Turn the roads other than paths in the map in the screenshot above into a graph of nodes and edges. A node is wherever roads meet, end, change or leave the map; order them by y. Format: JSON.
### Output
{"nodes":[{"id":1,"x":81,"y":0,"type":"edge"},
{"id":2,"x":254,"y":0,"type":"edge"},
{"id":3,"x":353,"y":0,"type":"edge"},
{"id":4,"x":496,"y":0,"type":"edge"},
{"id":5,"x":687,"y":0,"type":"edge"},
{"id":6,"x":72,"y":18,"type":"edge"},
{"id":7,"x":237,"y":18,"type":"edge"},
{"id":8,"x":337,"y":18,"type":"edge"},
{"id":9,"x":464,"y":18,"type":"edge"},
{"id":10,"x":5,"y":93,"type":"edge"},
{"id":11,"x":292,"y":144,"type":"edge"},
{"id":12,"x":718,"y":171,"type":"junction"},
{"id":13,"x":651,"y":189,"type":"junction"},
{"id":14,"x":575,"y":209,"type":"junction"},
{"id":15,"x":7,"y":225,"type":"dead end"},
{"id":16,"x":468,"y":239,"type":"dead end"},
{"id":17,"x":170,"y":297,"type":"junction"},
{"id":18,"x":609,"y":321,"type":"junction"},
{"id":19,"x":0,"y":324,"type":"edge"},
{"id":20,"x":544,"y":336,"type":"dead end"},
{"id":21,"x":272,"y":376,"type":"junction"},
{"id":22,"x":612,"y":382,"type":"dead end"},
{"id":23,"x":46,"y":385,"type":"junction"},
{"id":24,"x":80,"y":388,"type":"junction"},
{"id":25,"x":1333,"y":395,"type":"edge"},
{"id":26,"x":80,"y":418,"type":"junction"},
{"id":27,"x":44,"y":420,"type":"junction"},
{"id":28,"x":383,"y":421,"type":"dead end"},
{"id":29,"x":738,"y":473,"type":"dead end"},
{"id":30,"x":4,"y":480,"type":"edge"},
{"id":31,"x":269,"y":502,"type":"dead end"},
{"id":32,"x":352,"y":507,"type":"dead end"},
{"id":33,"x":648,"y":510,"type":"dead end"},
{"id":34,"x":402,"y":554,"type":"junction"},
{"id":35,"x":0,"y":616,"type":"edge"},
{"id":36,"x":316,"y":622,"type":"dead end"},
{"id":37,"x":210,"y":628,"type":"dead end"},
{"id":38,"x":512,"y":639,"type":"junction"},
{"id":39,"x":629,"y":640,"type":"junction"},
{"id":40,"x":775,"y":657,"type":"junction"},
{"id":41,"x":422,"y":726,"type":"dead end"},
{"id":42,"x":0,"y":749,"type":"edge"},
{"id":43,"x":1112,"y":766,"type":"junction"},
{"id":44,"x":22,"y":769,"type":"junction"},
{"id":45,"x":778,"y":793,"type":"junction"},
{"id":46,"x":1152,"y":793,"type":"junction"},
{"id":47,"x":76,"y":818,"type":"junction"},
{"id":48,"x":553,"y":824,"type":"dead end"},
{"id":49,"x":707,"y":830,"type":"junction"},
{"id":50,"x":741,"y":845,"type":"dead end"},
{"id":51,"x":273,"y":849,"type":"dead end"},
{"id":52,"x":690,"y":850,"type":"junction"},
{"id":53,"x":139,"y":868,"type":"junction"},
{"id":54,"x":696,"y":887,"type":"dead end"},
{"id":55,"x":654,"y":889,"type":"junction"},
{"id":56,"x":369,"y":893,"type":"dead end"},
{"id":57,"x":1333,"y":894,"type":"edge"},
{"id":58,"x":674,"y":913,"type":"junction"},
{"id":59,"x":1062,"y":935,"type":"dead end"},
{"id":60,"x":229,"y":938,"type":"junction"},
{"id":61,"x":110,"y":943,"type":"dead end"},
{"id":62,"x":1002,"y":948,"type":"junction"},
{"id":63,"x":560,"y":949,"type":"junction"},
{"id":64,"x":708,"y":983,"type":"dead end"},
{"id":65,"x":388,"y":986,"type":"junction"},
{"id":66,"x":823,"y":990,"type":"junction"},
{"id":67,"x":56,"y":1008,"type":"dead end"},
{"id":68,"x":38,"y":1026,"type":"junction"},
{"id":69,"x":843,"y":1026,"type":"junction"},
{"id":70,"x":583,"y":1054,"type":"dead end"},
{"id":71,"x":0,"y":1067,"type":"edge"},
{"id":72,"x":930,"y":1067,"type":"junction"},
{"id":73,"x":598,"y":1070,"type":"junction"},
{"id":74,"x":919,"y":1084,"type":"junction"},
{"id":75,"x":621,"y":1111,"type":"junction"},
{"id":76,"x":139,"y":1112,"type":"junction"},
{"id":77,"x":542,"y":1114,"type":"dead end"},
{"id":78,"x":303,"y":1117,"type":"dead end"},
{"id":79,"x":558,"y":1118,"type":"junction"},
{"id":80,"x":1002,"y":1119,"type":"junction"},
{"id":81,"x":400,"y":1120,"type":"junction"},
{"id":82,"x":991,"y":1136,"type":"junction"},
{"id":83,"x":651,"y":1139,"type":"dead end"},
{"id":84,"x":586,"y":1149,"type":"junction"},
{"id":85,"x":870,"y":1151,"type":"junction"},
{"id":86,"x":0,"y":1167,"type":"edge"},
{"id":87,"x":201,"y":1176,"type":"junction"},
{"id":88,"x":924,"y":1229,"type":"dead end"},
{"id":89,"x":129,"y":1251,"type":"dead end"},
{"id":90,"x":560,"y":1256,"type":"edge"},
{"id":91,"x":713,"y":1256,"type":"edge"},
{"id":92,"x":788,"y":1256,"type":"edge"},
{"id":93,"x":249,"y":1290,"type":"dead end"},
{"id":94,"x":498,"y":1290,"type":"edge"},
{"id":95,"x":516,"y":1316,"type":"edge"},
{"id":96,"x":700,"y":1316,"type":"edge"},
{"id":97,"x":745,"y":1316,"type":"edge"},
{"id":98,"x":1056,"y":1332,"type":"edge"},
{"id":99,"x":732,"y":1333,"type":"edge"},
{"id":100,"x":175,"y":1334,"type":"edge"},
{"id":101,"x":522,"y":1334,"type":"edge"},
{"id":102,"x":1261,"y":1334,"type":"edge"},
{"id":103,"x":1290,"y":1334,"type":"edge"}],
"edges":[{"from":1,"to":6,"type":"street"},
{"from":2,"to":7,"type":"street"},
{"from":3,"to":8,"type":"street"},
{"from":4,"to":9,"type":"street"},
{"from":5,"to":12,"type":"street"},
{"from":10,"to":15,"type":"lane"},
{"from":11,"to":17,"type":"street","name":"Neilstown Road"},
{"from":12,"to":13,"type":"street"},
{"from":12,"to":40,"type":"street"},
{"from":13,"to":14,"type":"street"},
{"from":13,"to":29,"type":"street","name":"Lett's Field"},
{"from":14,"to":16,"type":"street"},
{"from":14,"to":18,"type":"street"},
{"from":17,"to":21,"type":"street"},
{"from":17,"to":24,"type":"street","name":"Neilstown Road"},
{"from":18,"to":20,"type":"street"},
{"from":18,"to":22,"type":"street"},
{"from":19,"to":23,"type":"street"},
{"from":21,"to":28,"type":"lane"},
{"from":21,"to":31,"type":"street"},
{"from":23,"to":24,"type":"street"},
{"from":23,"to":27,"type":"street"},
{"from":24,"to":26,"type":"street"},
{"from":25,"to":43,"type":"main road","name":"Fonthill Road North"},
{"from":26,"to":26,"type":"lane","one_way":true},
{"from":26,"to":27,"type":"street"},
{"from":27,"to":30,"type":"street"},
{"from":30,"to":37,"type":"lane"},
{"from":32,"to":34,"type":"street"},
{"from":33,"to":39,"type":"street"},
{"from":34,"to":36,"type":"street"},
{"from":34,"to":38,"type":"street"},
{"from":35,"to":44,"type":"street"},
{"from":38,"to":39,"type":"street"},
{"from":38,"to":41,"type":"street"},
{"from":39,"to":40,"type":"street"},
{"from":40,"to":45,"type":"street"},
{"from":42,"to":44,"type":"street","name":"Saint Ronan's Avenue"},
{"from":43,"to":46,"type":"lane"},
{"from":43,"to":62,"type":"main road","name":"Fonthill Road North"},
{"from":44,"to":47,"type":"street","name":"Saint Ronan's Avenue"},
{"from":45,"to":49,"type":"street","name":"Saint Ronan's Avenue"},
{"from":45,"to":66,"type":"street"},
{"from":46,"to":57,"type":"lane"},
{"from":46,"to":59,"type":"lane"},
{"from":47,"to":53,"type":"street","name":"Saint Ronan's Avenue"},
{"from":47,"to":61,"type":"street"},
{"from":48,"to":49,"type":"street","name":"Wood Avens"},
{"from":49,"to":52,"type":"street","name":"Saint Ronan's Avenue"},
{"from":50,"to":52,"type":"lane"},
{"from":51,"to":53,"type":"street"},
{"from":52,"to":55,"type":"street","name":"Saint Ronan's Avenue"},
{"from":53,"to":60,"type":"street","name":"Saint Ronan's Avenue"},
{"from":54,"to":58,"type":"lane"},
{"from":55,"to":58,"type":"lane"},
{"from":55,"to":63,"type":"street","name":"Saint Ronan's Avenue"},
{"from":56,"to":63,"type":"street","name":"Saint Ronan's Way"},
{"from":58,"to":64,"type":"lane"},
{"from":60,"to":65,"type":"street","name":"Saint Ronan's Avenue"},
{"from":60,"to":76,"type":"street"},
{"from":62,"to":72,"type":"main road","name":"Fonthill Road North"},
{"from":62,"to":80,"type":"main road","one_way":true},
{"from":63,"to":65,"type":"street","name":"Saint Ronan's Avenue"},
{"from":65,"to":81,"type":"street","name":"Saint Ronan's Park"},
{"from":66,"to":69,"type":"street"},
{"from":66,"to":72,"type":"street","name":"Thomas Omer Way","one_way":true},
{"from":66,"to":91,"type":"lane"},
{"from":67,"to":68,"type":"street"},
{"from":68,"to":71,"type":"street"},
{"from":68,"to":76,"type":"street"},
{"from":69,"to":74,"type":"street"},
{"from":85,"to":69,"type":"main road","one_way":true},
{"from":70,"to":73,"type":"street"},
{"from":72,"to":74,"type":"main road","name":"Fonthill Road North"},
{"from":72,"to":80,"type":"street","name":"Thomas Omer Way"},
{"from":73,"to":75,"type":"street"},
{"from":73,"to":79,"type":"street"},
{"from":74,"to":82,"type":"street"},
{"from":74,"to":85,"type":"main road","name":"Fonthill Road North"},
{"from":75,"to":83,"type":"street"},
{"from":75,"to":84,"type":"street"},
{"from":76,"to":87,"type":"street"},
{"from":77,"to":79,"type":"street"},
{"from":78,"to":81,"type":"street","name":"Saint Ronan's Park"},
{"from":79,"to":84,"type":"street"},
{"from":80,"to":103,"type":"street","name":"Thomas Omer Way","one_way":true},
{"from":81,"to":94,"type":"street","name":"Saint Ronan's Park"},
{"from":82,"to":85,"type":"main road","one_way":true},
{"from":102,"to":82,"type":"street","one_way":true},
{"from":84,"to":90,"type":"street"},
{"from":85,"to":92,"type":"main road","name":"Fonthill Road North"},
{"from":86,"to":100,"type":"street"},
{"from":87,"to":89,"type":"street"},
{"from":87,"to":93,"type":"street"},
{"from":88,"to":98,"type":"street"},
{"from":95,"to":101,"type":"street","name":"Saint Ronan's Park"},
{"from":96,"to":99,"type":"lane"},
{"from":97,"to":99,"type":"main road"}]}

______

__Exercise__: Using the listing above, list every line in which the string "true" occurs.

__Response area__:
{"from":26,"to":26,"type":"lane","one_way":true},
{"from":62,"to":80,"type":"main road","one_way":true},
{"from":66,"to":72,"type":"street","name":"Thomas Omer Way","one_way":true},
{"from":85,"to":69,"type":"main road","one_way":true},
{"from":80,"to":103,"type":"street","name":"Thomas Omer Way","one_way":true},
{"from":82,"to":85,"type":"main road","one_way":true},
{"from":102,"to":82,"type":"street","one_way":true},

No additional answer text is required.